[Items from a dataset]
──────
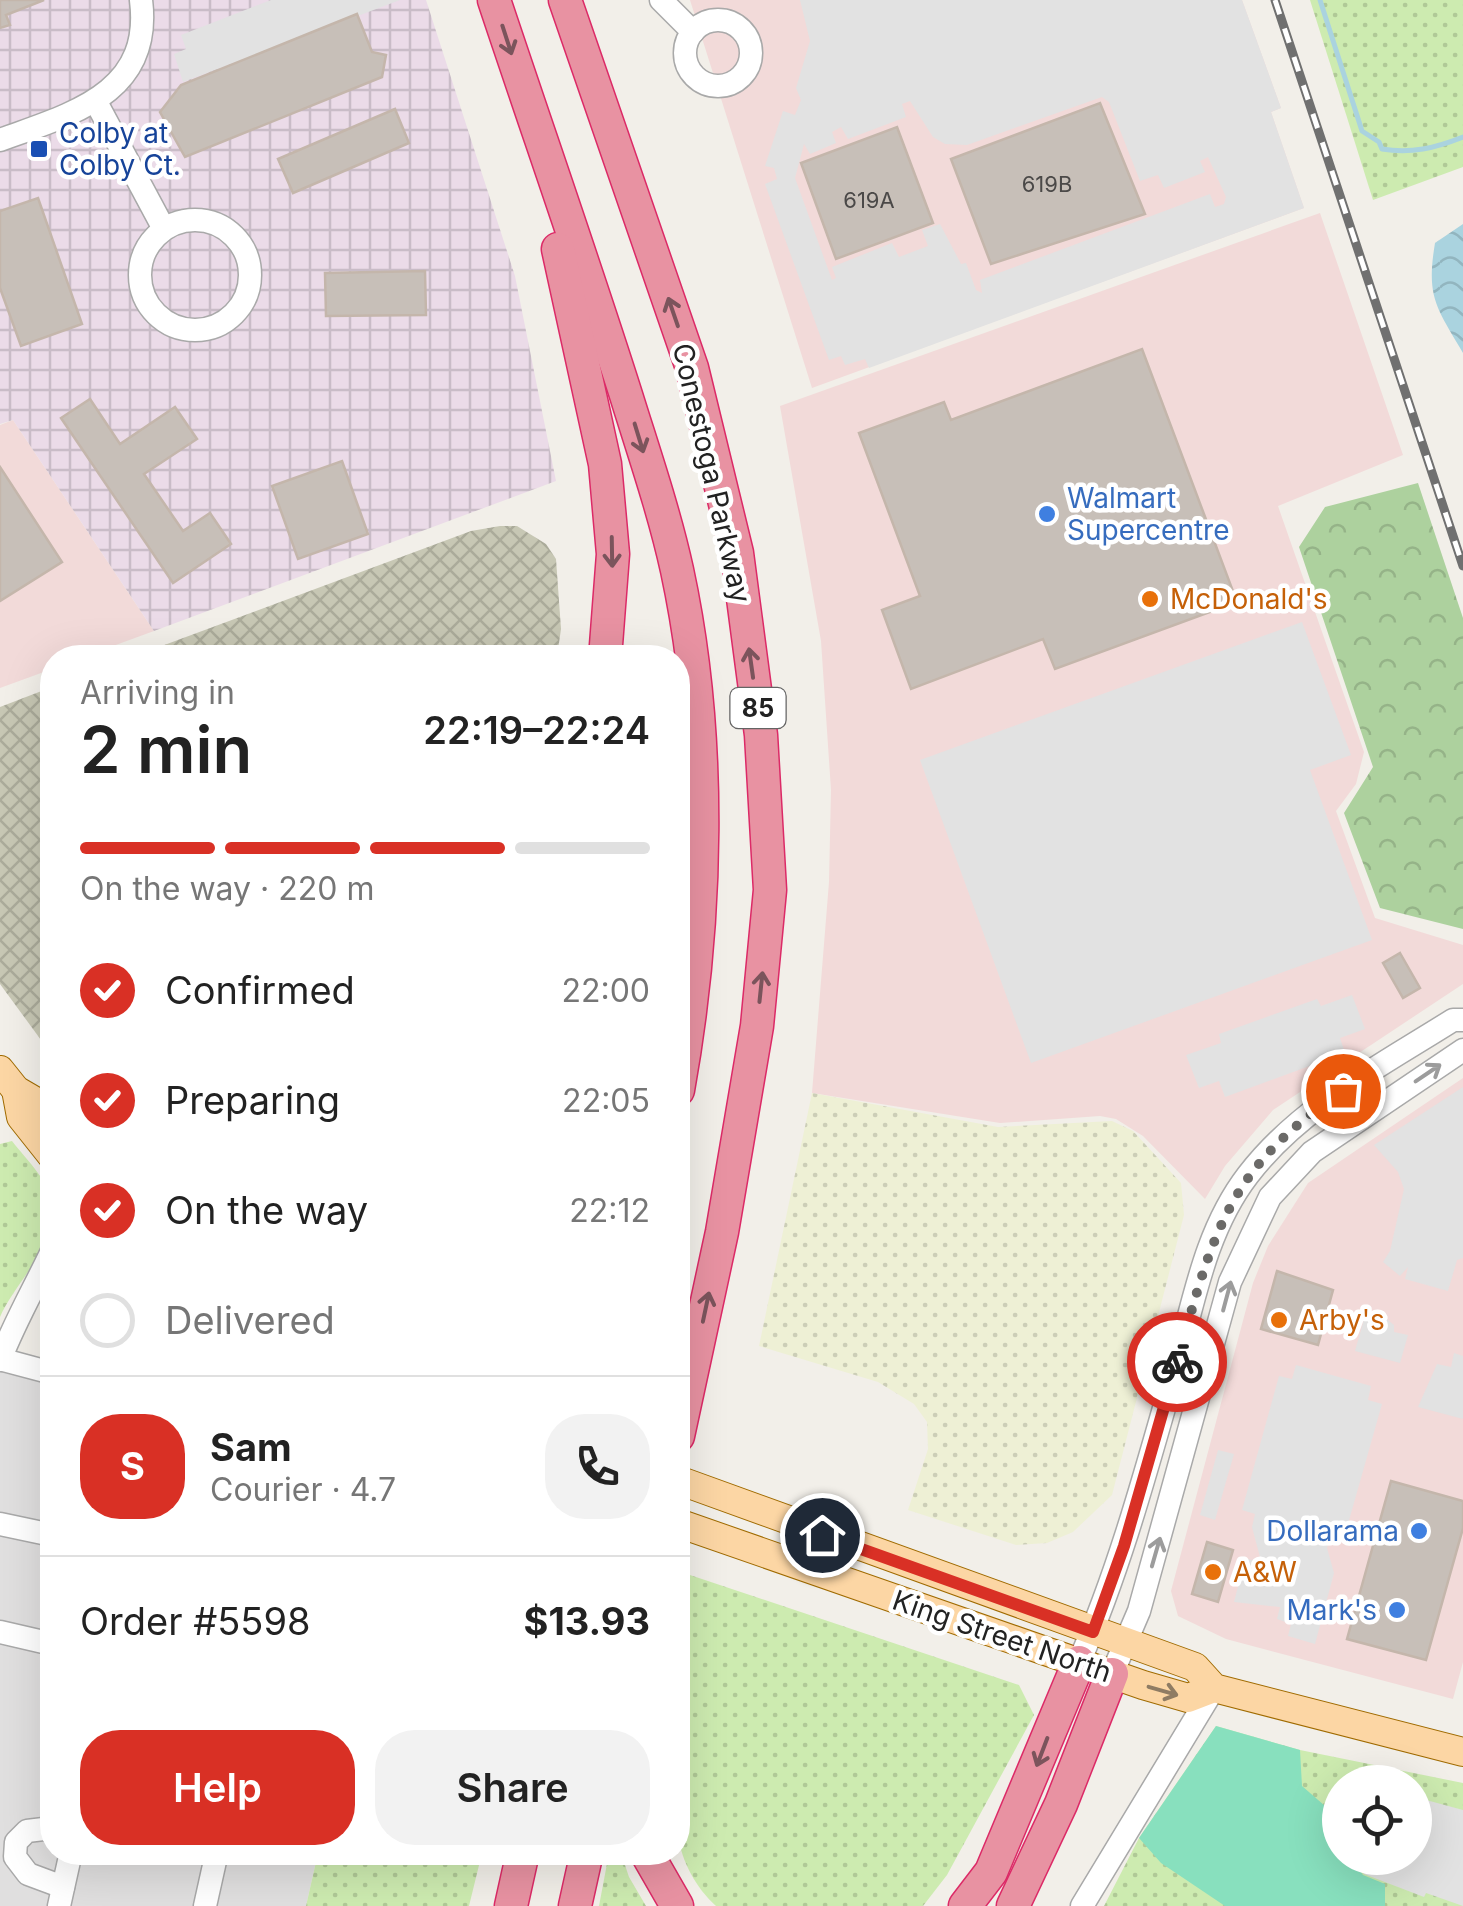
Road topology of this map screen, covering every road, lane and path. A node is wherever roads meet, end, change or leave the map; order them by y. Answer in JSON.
{"nodes":[{"id":1,"x":142,"y":0,"type":"edge"},
{"id":2,"x":494,"y":0,"type":"edge"},
{"id":3,"x":565,"y":0,"type":"edge"},
{"id":4,"x":661,"y":0,"type":"edge"},
{"id":5,"x":693,"y":32,"type":"dead end"},
{"id":6,"x":520,"y":79,"type":"junction"},
{"id":7,"x":96,"y":102,"type":"junction"},
{"id":8,"x":0,"y":140,"type":"edge"},
{"id":9,"x":164,"y":229,"type":"junction"},
{"id":10,"x":606,"y":645,"type":"edge"},
{"id":11,"x":688,"y":645,"type":"edge"},
{"id":12,"x":690,"y":660,"type":"edge"},
{"id":13,"x":690,"y":989,"type":"edge"},
{"id":14,"x":1463,"y":1020,"type":"edge"},
{"id":15,"x":1463,"y":1050,"type":"edge"},
{"id":16,"x":8,"y":1080,"type":"edge"},
{"id":17,"x":40,"y":1103,"type":"edge"},
{"id":18,"x":40,"y":1141,"type":"edge"},
{"id":19,"x":40,"y":1278,"type":"edge"},
{"id":20,"x":0,"y":1359,"type":"edge"},
{"id":21,"x":40,"y":1370,"type":"edge"},
{"id":22,"x":690,"y":1380,"type":"edge"},
{"id":23,"x":690,"y":1484,"type":"edge"},
{"id":24,"x":0,"y":1524,"type":"edge"},
{"id":25,"x":690,"y":1528,"type":"edge"},
{"id":26,"x":40,"y":1532,"type":"edge"},
{"id":27,"x":0,"y":1632,"type":"edge"},
{"id":28,"x":1093,"y":1632,"type":"junction"},
{"id":29,"x":40,"y":1641,"type":"edge"},
{"id":30,"x":1118,"y":1659,"type":"junction"},
{"id":31,"x":1079,"y":1662,"type":"junction"},
{"id":32,"x":1214,"y":1688,"type":"junction"},
{"id":33,"x":1463,"y":1752,"type":"edge"},
{"id":34,"x":40,"y":1829,"type":"edge"},
{"id":35,"x":68,"y":1865,"type":"edge"},
{"id":36,"x":214,"y":1865,"type":"edge"},
{"id":37,"x":519,"y":1865,"type":"edge"},
{"id":38,"x":584,"y":1865,"type":"edge"},
{"id":39,"x":653,"y":1865,"type":"edge"},
{"id":40,"x":61,"y":1896,"type":"edge"},
{"id":41,"x":205,"y":1906,"type":"edge"},
{"id":42,"x":511,"y":1906,"type":"edge"},
{"id":43,"x":575,"y":1906,"type":"edge"},
{"id":44,"x":677,"y":1906,"type":"edge"},
{"id":45,"x":965,"y":1906,"type":"edge"},
{"id":46,"x":1013,"y":1906,"type":"edge"},
{"id":47,"x":1082,"y":1906,"type":"edge"}],
"edges":[{"from":1,"to":7,"type":"street"},
{"from":2,"to":6,"type":"highway","name":"Conestoga Parkway","number":"85","one_way":true},
{"from":22,"to":3,"type":"highway","name":"Conestoga Parkway","number":"85","one_way":true},
{"from":4,"to":5,"type":"street"},
{"from":6,"to":10,"type":"highway","one_way":true},
{"from":6,"to":11,"type":"highway","name":"Conestoga Parkway","number":"85","one_way":true},
{"from":7,"to":8,"type":"street"},
{"from":7,"to":9,"type":"street"},
{"from":9,"to":9,"type":"street"},
{"from":12,"to":13,"type":"highway","name":"Conestoga Parkway","number":"85","one_way":true},
{"from":14,"to":28,"type":"street"},
{"from":30,"to":15,"type":"street","one_way":true},
{"from":16,"to":17,"type":"main road"},
{"from":16,"to":18,"type":"main road"},
{"from":19,"to":20,"type":"street"},
{"from":20,"to":21,"type":"street"},
{"from":23,"to":28,"type":"main road","name":"King Street North"},
{"from":24,"to":26,"type":"street"},
{"from":25,"to":31,"type":"main road","name":"King Street North"},
{"from":27,"to":29,"type":"street"},
{"from":28,"to":30,"type":"main road","name":"King Street North"},
{"from":28,"to":31,"type":"street"},
{"from":30,"to":31,"type":"main road","name":"King Street North"},
{"from":30,"to":32,"type":"main road","name":"King Street North"},
{"from":30,"to":46,"type":"highway"},
{"from":31,"to":45,"type":"highway","one_way":true},
{"from":32,"to":33,"type":"main road","name":"King Street North"},
{"from":32,"to":47,"type":"street"},
{"from":34,"to":40,"type":"street"},
{"from":35,"to":40,"type":"street"},
{"from":36,"to":41,"type":"street"},
{"from":37,"to":42,"type":"highway"},
{"from":38,"to":43,"type":"highway"},
{"from":39,"to":44,"type":"highway"}]}
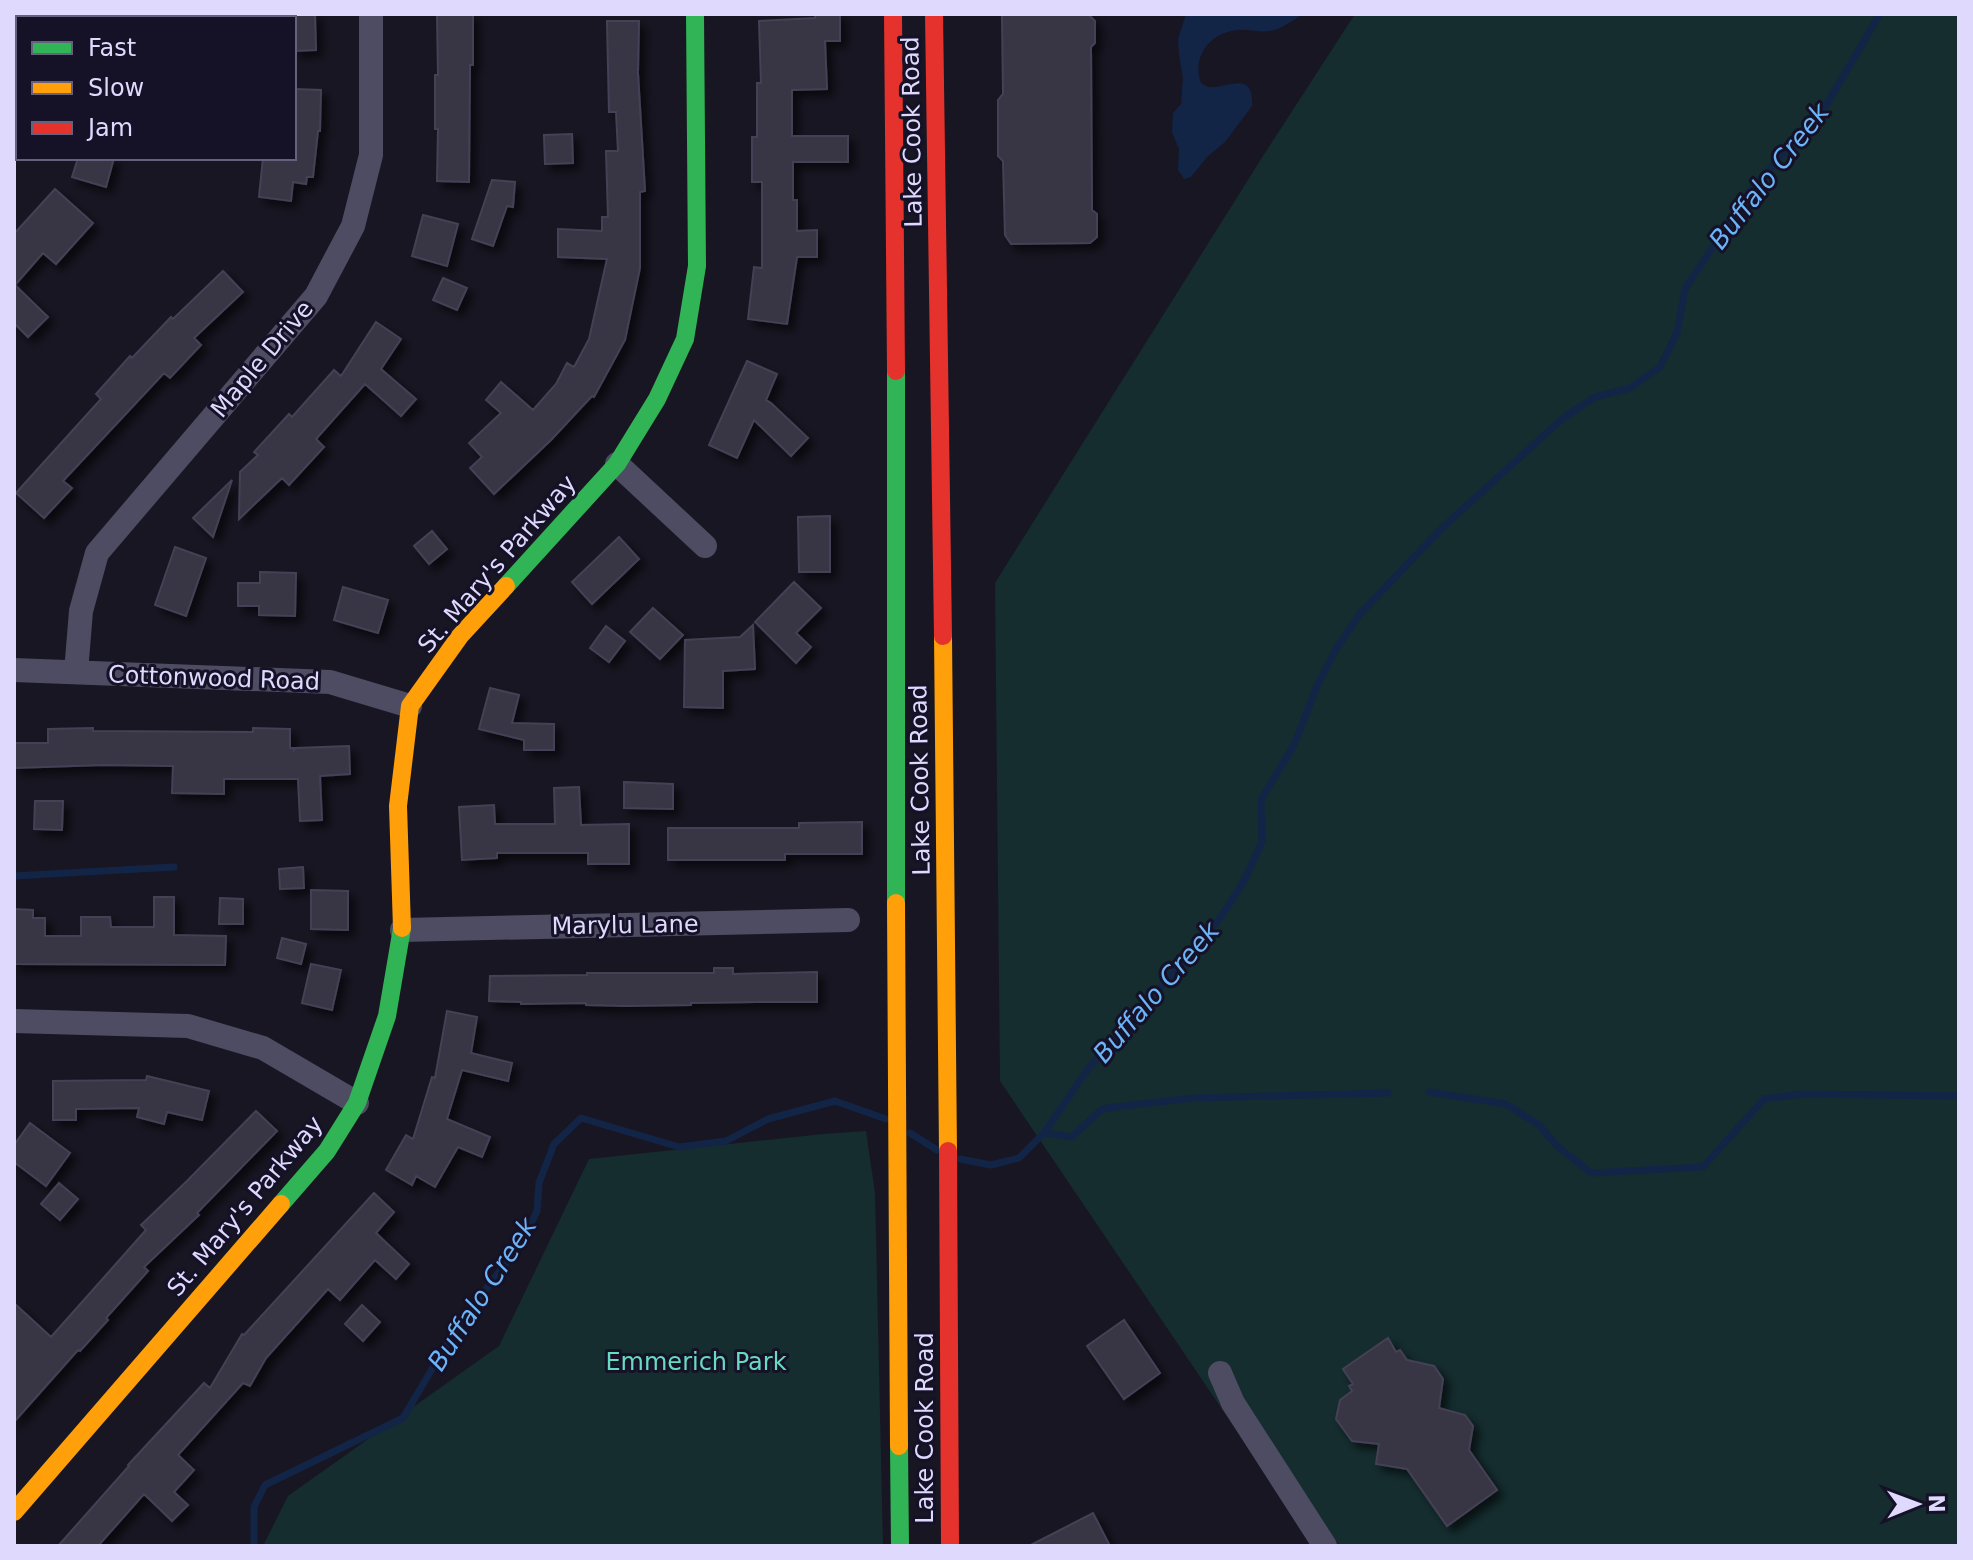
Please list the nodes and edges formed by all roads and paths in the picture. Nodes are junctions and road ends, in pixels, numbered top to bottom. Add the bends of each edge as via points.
1 (371, 14) edge
2 (695, 14) edge
3 (893, 14) edge
4 (934, 14) edge
5 (617, 464) junction
6 (705, 546) dead end
7 (14, 670) edge
8 (76, 672) junction
9 (410, 706) junction
10 (848, 920) dead end
11 (402, 930) junction
12 (14, 1021) edge
13 (357, 1103) junction
14 (1220, 1373) dead end
15 (14, 1512) edge
16 (900, 1546) edge
17 (950, 1546) edge
18 (1325, 1546) edge

1 - 8 street, Maple Drive via 371,155 353,226 316,296 97,553 81,611
2 - 5 main road, St. Mary's Parkway via 697,266 685,339 657,399
3 - 16 main road, Lake Cook Road
4 - 17 main road, Lake Cook Road
5 - 6 street
5 - 9 main road, St. Mary's Parkway via 460,636
7 - 8 street, Cottonwood Road
8 - 9 street, Cottonwood Road via 330,682
9 - 11 main road, St. Mary's Parkway via 398,806
10 - 11 street, Marylu Lane
11 - 13 main road, St. Mary's Parkway via 387,1016
12 - 13 street via 188,1026 263,1048
13 - 15 main road, St. Mary's Parkway via 327,1151
14 - 18 street via 1233,1403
──────
* **WHAT THIS TASK INVOLVES**:
Repeat exactly the lines above, starting with the line that contains "Please list the" and ending with the last line, both included, and nothing else.

* **ANSWER**:
Please list the nodes and edges formed by all roads and paths in the picture. Nodes are junctions and road ends, in pixels, numbered top to bottom. Add the bends of each edge as via points.
1 (371, 14) edge
2 (695, 14) edge
3 (893, 14) edge
4 (934, 14) edge
5 (617, 464) junction
6 (705, 546) dead end
7 (14, 670) edge
8 (76, 672) junction
9 (410, 706) junction
10 (848, 920) dead end
11 (402, 930) junction
12 (14, 1021) edge
13 (357, 1103) junction
14 (1220, 1373) dead end
15 (14, 1512) edge
16 (900, 1546) edge
17 (950, 1546) edge
18 (1325, 1546) edge

1 - 8 street, Maple Drive via 371,155 353,226 316,296 97,553 81,611
2 - 5 main road, St. Mary's Parkway via 697,266 685,339 657,399
3 - 16 main road, Lake Cook Road
4 - 17 main road, Lake Cook Road
5 - 6 street
5 - 9 main road, St. Mary's Parkway via 460,636
7 - 8 street, Cottonwood Road
8 - 9 street, Cottonwood Road via 330,682
9 - 11 main road, St. Mary's Parkway via 398,806
10 - 11 street, Marylu Lane
11 - 13 main road, St. Mary's Parkway via 387,1016
12 - 13 street via 188,1026 263,1048
13 - 15 main road, St. Mary's Parkway via 327,1151
14 - 18 street via 1233,1403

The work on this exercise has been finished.